■ Source data
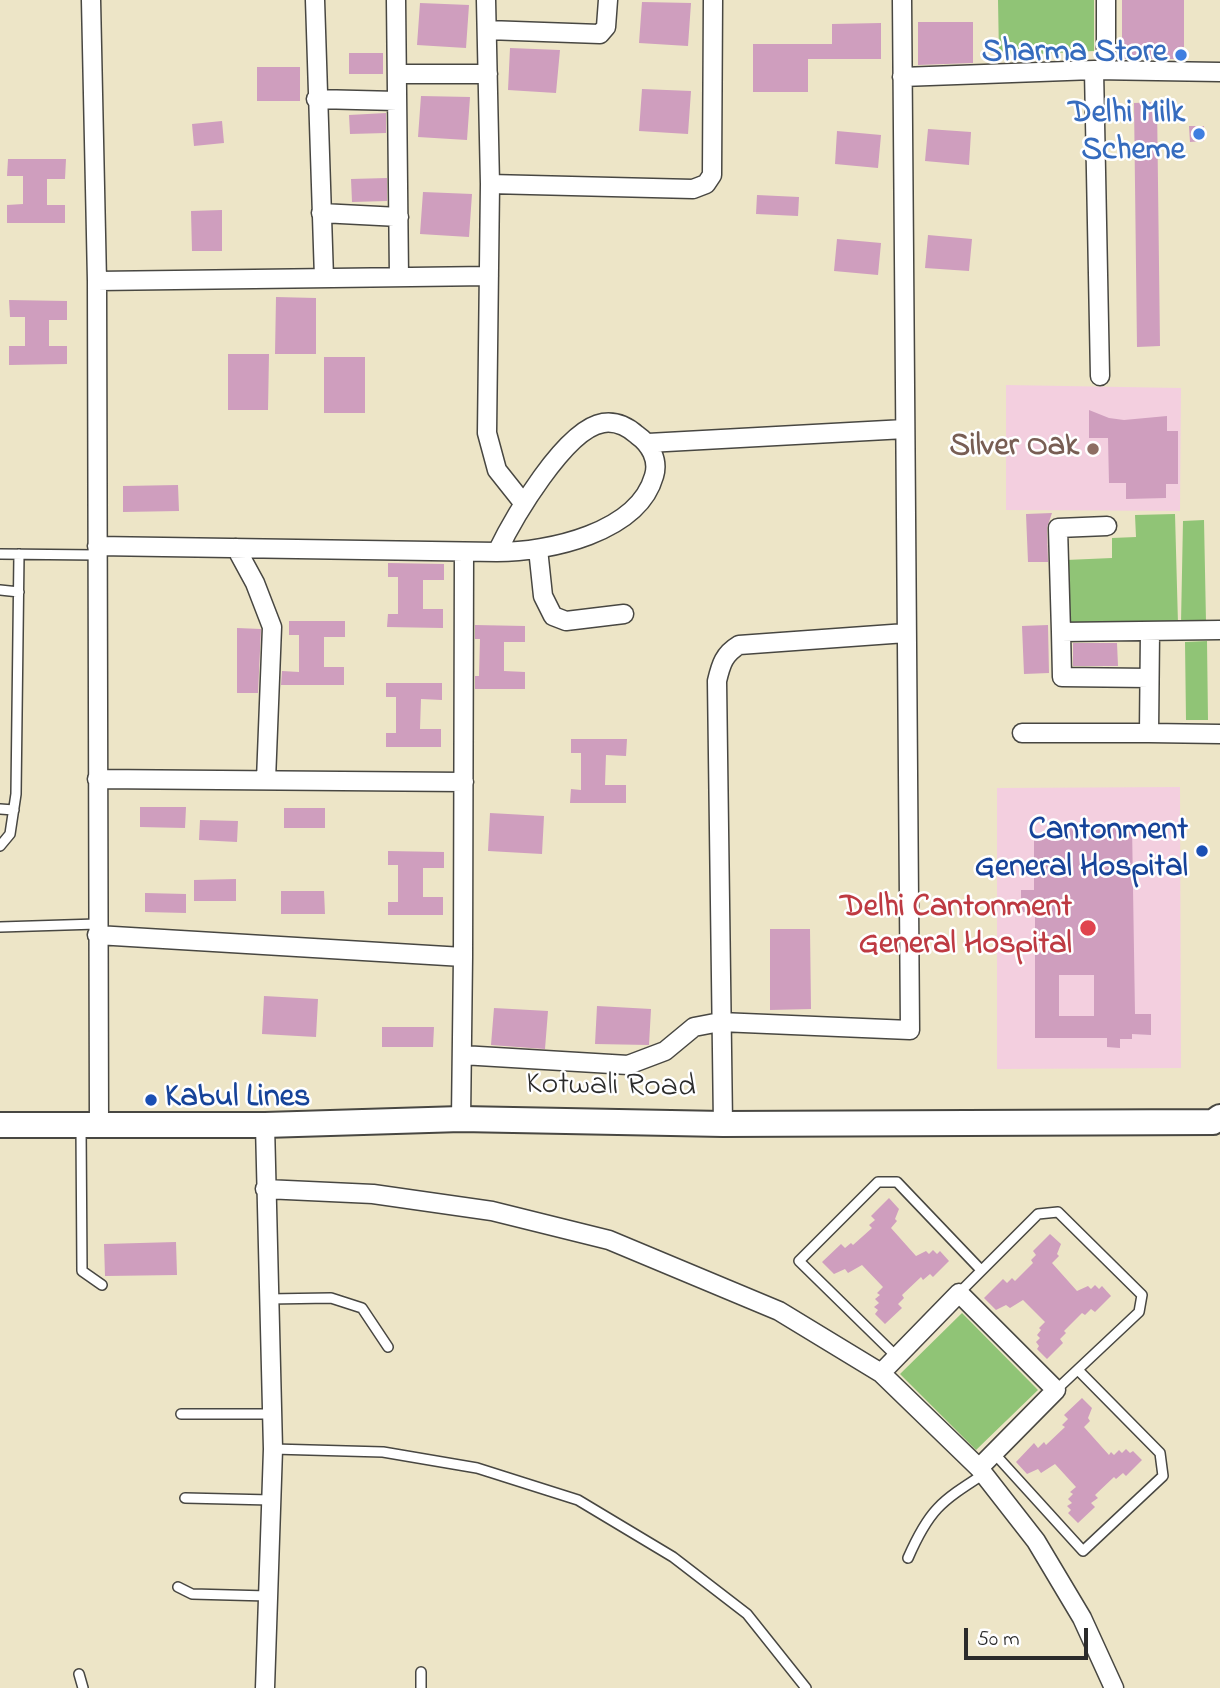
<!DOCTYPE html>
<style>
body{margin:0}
#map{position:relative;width:1220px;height:1688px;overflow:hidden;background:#ede5c7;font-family:"Indie Flower",sans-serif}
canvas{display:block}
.scale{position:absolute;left:964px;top:1628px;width:124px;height:32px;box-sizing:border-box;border:4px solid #2b2b2b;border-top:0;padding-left:9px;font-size:21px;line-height:24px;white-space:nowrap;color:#2b2b2b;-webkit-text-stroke:5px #fff;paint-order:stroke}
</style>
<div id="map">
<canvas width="1220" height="1688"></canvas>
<div class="scale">50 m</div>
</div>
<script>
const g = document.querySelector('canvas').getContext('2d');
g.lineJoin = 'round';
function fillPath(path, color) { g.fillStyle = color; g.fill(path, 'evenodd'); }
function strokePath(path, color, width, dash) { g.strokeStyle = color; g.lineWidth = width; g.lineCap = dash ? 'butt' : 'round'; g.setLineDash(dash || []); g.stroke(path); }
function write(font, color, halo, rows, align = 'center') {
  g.font = font + ' "Indie Flower",sans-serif'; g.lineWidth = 5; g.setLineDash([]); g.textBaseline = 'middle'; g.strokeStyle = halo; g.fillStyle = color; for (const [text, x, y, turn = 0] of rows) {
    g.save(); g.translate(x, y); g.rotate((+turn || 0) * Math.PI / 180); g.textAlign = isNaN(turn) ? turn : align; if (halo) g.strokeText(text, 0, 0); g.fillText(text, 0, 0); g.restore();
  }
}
fillPath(new Path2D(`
 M 1006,385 L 1181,388 L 1180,511 L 1006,510 Z
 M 1180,787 L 1181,1068 L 997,1069 L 997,788 Z`), '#f3cfdf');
fillPath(new Path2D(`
 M 998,0 L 1094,0 L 1094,51 L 999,56 Z
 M 1175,514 L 1178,624 L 1068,627 L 1066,560 L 1112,558 L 1112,538 L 1136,537 L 1135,515 Z
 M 1204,520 L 1206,622 L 1181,623 L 1183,521 Z
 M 1207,641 L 1208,720 L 1186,720 L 1185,642 Z
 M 962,1313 L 1038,1390 L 976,1450 L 900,1374 Z`), '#90c476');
fillPath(new Path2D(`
 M 1122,0 L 1184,0 L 1184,59 L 1122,59 Z
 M 642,2 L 691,3 L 688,46 L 639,43 Z
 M 420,3 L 469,5 L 466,48 L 417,45 Z
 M 918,22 L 973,22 L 973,63 L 918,65 Z
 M 881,23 L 881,59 L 808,59 L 808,92 L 753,92 L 753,44 L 832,44 L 832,24 Z
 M 510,48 L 560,50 L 556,93 L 508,90 Z
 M 349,53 L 383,53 L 383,74 L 349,74 Z
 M 257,67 L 300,67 L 300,101 L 257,101 Z
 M 642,89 L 691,91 L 688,134 L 639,131 Z
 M 421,96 L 470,97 L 467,140 L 418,137 Z
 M 1157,102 L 1160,346 L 1137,347 L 1134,103 Z
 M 386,113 L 386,133 L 350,134 L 349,115 Z
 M 222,121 L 224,143 L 194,146 L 192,124 Z
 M 1189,126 L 1204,126 L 1204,141 L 1190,142 Z
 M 928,129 L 971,132 L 969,165 L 925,161 Z
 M 837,131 L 881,135 L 878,168 L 835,164 Z
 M 8,159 L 66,159 L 65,179 L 47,179 L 47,205 L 65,205 L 65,223 L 7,223 L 7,205 L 23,204 L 23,176 L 7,176 Z
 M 387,178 L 387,201 L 352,202 L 351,179 Z
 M 423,192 L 472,194 L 469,237 L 420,234 Z
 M 757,195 L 799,197 L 798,216 L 756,214 Z
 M 222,210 L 222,251 L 192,251 L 191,211 Z
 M 928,235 L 972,239 L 969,271 L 925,268 Z
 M 837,239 L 881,243 L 878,275 L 834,271 Z
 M 276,297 L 316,298 L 316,354 L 275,354 Z
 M 9,300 L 67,301 L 67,320 L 49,320 L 49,346 L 67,346 L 67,364 L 9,365 L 9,346 L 25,346 L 25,317 L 10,317 Z
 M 228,354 L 269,354 L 268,410 L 228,410 Z
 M 324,357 L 365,357 L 365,413 L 324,413 Z
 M 1089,410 L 1109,418 L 1124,420 L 1167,416 L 1167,431 L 1178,431 L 1178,484 L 1166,484 L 1166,498 L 1126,499 L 1126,483 L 1109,483 L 1108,438 L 1089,438 Z
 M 178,485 L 179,511 L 123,512 L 123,486 Z
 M 1052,513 L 1047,528 L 1048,562 L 1028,562 L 1026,514 Z
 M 388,563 L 444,564 L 444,580 L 423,580 L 423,609 L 443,609 L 443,628 L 387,627 L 388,614 L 398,614 L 398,577 L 388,577 Z
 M 289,621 L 345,621 L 345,637 L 324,637 L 324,667 L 344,667 L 344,685 L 281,685 L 282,671 L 299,672 L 299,635 L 289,635 Z
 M 475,625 L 525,626 L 525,642 L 504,642 L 504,671 L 525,672 L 525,689 L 475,689 L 475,676 L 479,676 L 480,639 L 475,639 Z
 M 1048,625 L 1049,673 L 1024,674 L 1022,626 Z
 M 237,628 L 261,629 L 258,693 L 237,693 Z
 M 1073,643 L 1117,643 L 1118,666 L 1073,666 Z
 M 386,683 L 442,683 L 442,700 L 421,699 L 420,729 L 441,729 L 441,747 L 386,747 L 386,733 L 396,733 L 396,697 L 386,697 Z
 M 571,739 L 627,739 L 626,756 L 606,755 L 605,785 L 626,785 L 626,803 L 570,803 L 571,789 L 581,790 L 581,753 L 571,753 Z
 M 140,807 L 186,807 L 185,828 L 140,827 Z
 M 284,808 L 325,808 L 325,828 L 284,828 Z
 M 490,813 L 544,816 L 542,854 L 488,851 Z
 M 200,820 L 238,821 L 237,842 L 199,840 Z
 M 1132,825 L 1135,1014 L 1151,1014 L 1151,1035 L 1132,1034 L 1132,1039 L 1120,1039 L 1120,1048 L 1107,1047 L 1107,1038 L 1035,1038 L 1035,912 L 1021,912 L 1021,890 L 1034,890 L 1034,837 L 1049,837 L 1049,826 ZM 1059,975 L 1094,975 L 1094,1016 L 1059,1016 Z
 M 388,851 L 444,852 L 444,868 L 423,868 L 423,897 L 443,897 L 443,915 L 388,915 L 388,902 L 398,902 L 398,865 L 388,865 Z
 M 236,879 L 236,901 L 194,901 L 194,880 Z
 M 281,891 L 324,891 L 325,914 L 281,914 Z
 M 145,893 L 186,894 L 186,913 L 145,912 Z
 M 770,929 L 810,929 L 811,1009 L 770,1010 Z
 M 264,996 L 318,999 L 316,1037 L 262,1034 Z
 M 597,1006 L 651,1009 L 649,1045 L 595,1044 Z
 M 494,1008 L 548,1011 L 545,1049 L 491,1045 Z
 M 382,1027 L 434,1027 L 433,1047 L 382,1047 Z
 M 889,1198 L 899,1209 L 895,1219 L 897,1221 L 891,1228 L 916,1256 L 926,1251 L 929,1254 L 933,1250 L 937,1254 L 940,1251 L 949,1261 L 933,1277 L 930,1274 L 923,1280 L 921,1277 L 902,1295 L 904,1298 L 898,1304 L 902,1308 L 885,1324 L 875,1314 L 878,1310 L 874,1307 L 879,1303 L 875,1299 L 880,1295 L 877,1293 L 883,1287 L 862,1265 L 848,1273 L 845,1269 L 834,1274 L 822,1262 L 841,1244 L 845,1248 L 851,1243 L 853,1245 L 872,1228 L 869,1225 L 875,1220 L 871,1216 Z
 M 1050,1234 L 1061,1244 L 1057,1254 L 1059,1256 L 1052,1263 L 1077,1291 L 1088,1286 L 1091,1289 L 1095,1285 L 1099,1289 L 1102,1286 L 1111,1296 L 1095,1312 L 1091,1309 L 1085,1315 L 1082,1313 L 1064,1331 L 1066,1333 L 1060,1339 L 1063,1343 L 1047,1359 L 1037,1349 L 1039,1346 L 1036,1342 L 1040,1338 L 1037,1335 L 1041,1330 L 1039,1328 L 1045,1322 L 1023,1300 L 1010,1308 L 1006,1305 L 996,1310 L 984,1298 L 1003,1279 L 1007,1283 L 1012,1278 L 1015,1281 L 1033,1263 L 1031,1260 L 1036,1255 L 1033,1251 Z
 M 176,1242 L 177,1275 L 105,1276 L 104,1244 Z
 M 1082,1398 L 1092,1408 L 1088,1418 L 1090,1421 L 1084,1427 L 1109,1455 L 1111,1452 L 1114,1455 L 1119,1450 L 1122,1453 L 1126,1449 L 1130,1453 L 1133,1451 L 1142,1460 L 1126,1476 L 1123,1473 L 1116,1479 L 1114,1477 L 1095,1495 L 1098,1498 L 1091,1503 L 1095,1507 L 1078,1523 L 1068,1513 L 1071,1510 L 1067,1506 L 1072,1503 L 1068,1499 L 1073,1494 L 1070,1492 L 1076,1487 L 1055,1464 L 1041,1473 L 1038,1469 L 1027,1474 L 1016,1462 L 1034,1443 L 1038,1448 L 1044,1442 L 1046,1445 L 1065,1427 L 1062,1425 L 1068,1419 L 1064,1415 Z`), '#cf9ebe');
const lane = new Path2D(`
 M 0,554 L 97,555
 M 0,590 L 19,592
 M 0,809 L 14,810
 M 0,846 L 10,834 L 16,794 L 19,554
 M 0,927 L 97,924
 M 81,1127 L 82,1271 L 102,1285
 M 959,1293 L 1038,1214 L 1058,1212 L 1142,1295 L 1139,1312 L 1056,1390
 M 268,1299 L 331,1298 L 362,1308 L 388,1347
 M 895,1355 L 799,1261 L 878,1182 L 897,1182 L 981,1270
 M 181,1414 L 272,1414
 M 273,1449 L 383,1452 L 477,1468 L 578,1500 L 673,1557 L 747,1614 L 806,1688
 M 993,1452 L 1083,1551 L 1163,1476 L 1160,1453 L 1079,1371
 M 185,1498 L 271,1500
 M 908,1558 C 929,1510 940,1502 984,1474
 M 178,1587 L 192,1594 L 268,1596
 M 421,1672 L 421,1688
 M 79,1674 L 83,1688`);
const street = new Path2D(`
 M 91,0 L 97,281 L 99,1125
 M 315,0 L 324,278
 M 396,0 L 399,277
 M 486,0 L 490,184 L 487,433 L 497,470 L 524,504
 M 487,30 L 600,34 L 606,27 L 608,0
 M 1106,69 L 1106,0
 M 1094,70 L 1100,376
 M 397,74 L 488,74
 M 902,77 L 1094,70 L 1220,72
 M 316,99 L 397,101
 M 490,184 L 693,189 L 706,184 L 712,175 L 713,0
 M 321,213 L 399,217
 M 97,281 L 489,276
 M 648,443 L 905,429
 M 1107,526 L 1058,528 L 1061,632 L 1220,630
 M 97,546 L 497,552 C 548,552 638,533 654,476 C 659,460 650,444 637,435 C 628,427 616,421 603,423 C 565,429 513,519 497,552
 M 236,548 L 255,583 L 272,627 L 266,780
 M 538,549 L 543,596 L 553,616 L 566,621 L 624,614
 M 1150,631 L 1149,733 L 1220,734
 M 1061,632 L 1062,677 L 1149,678
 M 1022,733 L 1149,733
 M 97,779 L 464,782
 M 97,935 L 463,957 L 464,552
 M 462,1055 L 628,1065 L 665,1051 L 694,1027 L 720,1022 L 910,1030 L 902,0
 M 461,1119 L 463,957
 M 723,1124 L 717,681 C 721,664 724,654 739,645 L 906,633
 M 265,1125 L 273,1449 L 265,1688
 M 265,1189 L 373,1194 L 492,1211 L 609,1240 L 779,1311 L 881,1373 L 979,1468 L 1036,1541 L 1082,1618 L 1114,1688
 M 881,1373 L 959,1293 L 1056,1390 L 979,1468`);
const secondary = new Path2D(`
 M 0,1125 L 265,1125 L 461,1119 L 723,1124 L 1213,1122 L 1220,1117`);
strokePath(lane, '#484742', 12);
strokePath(street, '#484742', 21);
strokePath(secondary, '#484742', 28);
strokePath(lane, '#fff', 9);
strokePath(street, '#fff', 18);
strokePath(secondary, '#fff', 24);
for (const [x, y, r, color] of [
 [1181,55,7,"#3f7fe0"],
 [1199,134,7,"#3f7fe0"],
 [1093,449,7,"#8d6e63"],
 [1202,851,7,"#1a4fb4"],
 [1088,928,9,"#e0444e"],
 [151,1100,7,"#1a4fb4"]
]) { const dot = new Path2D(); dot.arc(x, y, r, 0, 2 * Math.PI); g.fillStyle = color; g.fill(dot); strokePath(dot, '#fff', 2.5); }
write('bold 32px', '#366cbe', '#fff', [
 ["Sharma Store",1167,55],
 ["Delhi Milk",1185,116],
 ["Scheme",1185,153]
], 'right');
write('bold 32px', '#785e54', '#fff', [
 ["Silver Oak",1079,449]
], 'right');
write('bold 32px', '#164399', '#fff', [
 ["Cantonment",1188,833],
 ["General Hospital",1188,870],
 ["Kabul Lines",165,1100,"left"]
], 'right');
write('bold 32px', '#be3a42', '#fff', [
 ["Delhi Cantonment",1072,910],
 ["General Hospital",1072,947]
], 'right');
write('32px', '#2b2b2b', '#fff', [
 ["Kotwali Road",611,1088,1]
]);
</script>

■ Your goal
Where a line of the entries contains the word "canvas", copy that line.

■ Reply
canvas{display:block}
<canvas width="1220" height="1688"></canvas>
const g = document.querySelector('canvas').getContext('2d');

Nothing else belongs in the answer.